Sementara itu, Ratri Kusumohartono dari Pokja Sawit mengingatkan lagi pusat dari kedaulatan pangan adalah kesejahteraan produsen pangan skala kecil. "Pertarungannya bukan hanya berapa banyak luas lahan untuk pangan  yang akan dipertahankan atau dicetak, tetapi juga penguasaan ataupun kepemilikan. Juga sistem perdagangan yang dibangun, apakah petani harus tergantung lagi, atau ada langkah lain yang menjamin kebebasan petani untuk menghasilkan pangan secara berkelanjutan. Tidak kalah penting adalah upaya pemerintah menghentikan alih fungsi lahan yang masif akibat perluasan perkebunan dan pertambangan," ujarnya.

Sementara Said Abdullah dari Pokja Beras mengingatkan, situasi saat ini dengan ditolaknya gugatan masyarakat sipil terhadap UU Pangan, khususnya terkait dengan benih transgenik menunjukkan arah yang salah dalam meletakkan landasan Kedaulatan Pangan dan harus segera dikoreksi oleh Jokowi-JK. "Bagaimana mungkin menciptakan ketergantungan dapat menghasilkan kemandirian," kata Said.  

Keinginan untuk  membangun 49 bendungan, atau sekitar 10  per tahunnya, harus benar-benar memperhitungkan berbagai aspek, bukan hanya lingkungan tetapi juga sosial dan pendanaannya. "Proyek-proyek besar harus membawa kesejahteraan bagi produsen pangan skala kecilnya, bukan sebaliknya," tegasnya.

ADS menilai, sejak awal Jokowi-JK harus segera cerdas dan strategis dalam  menetapkan langkah-langkah menuju kedaulatan pangan, terutama dengan terbatasnya anggaran yang tersedia.  Koordinasi yang ketat harus diberlakukan, agar tiap-tiap kementrian memiliki tujuan yang sama. Pembentukan badan otoritas pangan menjadi penting dalam hal ini.

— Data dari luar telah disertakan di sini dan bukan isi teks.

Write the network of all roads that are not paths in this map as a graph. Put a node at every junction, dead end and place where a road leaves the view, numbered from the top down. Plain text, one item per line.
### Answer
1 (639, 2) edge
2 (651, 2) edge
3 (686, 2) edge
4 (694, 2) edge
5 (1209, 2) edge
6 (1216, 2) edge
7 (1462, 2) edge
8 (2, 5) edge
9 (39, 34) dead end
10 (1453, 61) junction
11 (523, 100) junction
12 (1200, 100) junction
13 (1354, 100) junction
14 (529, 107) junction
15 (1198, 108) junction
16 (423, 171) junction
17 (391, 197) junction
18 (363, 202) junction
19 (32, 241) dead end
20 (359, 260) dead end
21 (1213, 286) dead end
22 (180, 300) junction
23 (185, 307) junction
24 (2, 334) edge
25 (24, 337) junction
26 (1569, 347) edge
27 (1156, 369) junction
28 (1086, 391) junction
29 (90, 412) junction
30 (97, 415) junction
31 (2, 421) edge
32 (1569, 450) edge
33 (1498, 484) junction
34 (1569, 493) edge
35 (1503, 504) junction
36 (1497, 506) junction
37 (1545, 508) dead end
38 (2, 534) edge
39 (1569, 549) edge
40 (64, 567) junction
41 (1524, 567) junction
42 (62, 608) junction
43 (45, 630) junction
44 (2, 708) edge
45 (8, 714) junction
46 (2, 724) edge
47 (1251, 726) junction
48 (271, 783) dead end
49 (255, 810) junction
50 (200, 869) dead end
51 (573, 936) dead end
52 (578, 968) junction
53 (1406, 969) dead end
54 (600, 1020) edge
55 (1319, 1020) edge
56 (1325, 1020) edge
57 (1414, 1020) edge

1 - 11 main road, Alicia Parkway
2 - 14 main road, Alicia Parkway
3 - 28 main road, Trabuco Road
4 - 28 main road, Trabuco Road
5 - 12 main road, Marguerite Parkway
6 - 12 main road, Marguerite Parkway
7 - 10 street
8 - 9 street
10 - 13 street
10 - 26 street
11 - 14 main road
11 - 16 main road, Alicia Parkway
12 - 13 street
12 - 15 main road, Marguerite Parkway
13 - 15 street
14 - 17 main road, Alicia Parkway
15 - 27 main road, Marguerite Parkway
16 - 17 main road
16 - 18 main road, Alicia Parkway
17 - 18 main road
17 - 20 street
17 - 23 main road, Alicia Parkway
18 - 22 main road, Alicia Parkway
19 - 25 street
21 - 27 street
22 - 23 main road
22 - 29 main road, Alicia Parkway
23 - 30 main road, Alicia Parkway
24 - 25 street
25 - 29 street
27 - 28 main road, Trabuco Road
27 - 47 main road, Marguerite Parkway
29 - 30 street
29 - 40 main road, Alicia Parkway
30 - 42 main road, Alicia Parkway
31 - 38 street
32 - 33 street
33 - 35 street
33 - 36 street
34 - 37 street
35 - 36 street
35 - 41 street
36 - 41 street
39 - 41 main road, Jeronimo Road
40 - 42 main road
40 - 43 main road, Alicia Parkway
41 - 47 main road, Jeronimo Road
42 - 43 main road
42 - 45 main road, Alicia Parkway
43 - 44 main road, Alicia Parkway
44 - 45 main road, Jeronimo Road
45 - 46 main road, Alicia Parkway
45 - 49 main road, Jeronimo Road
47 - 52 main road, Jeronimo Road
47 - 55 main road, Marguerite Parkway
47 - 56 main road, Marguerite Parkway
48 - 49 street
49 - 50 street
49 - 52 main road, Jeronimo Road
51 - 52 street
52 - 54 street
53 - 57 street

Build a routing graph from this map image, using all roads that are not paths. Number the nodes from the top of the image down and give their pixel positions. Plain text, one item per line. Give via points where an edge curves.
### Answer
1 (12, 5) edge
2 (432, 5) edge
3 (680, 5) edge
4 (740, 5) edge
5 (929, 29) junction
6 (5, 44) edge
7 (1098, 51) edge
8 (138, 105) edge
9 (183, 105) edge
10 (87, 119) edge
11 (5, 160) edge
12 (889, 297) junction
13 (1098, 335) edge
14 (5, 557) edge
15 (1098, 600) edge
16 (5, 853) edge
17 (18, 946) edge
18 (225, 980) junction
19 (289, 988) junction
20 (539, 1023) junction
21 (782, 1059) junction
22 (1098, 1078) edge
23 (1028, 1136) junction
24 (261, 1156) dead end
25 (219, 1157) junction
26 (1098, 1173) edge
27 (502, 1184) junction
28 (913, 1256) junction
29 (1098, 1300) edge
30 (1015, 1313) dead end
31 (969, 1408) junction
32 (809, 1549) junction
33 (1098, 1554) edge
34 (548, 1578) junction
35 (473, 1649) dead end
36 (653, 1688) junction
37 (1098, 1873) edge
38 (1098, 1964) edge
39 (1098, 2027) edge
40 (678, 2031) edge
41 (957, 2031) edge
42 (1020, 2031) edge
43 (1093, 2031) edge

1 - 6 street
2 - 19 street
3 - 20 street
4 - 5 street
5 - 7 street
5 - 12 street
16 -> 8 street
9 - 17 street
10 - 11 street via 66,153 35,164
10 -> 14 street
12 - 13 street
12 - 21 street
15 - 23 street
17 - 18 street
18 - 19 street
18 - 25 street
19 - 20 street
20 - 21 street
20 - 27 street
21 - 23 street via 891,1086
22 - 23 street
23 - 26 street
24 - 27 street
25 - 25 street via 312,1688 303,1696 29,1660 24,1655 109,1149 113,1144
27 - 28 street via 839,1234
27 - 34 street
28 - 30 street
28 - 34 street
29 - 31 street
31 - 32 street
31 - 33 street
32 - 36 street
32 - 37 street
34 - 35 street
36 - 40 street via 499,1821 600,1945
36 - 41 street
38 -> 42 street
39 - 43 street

"Karena hak atas pangan adalah hak dasar bagi semua orang, sehingga meskipun ditengah situasi politik yang saling jegal dan anggaran yang ketat, JKW-JK wajib memberikan perlindungan, penghargaan dan pemenuhan kebutuhan pangan baik produsen pangan skala kecil maupun konsumen. Salah langkah dalam perencanaan dapat meruntuhkan visibmisi tentang kedaulatan pangan, dan bisa jadi Indonesia tidak akan pernah dapat keluar dari krisis pangan," kata Tejo.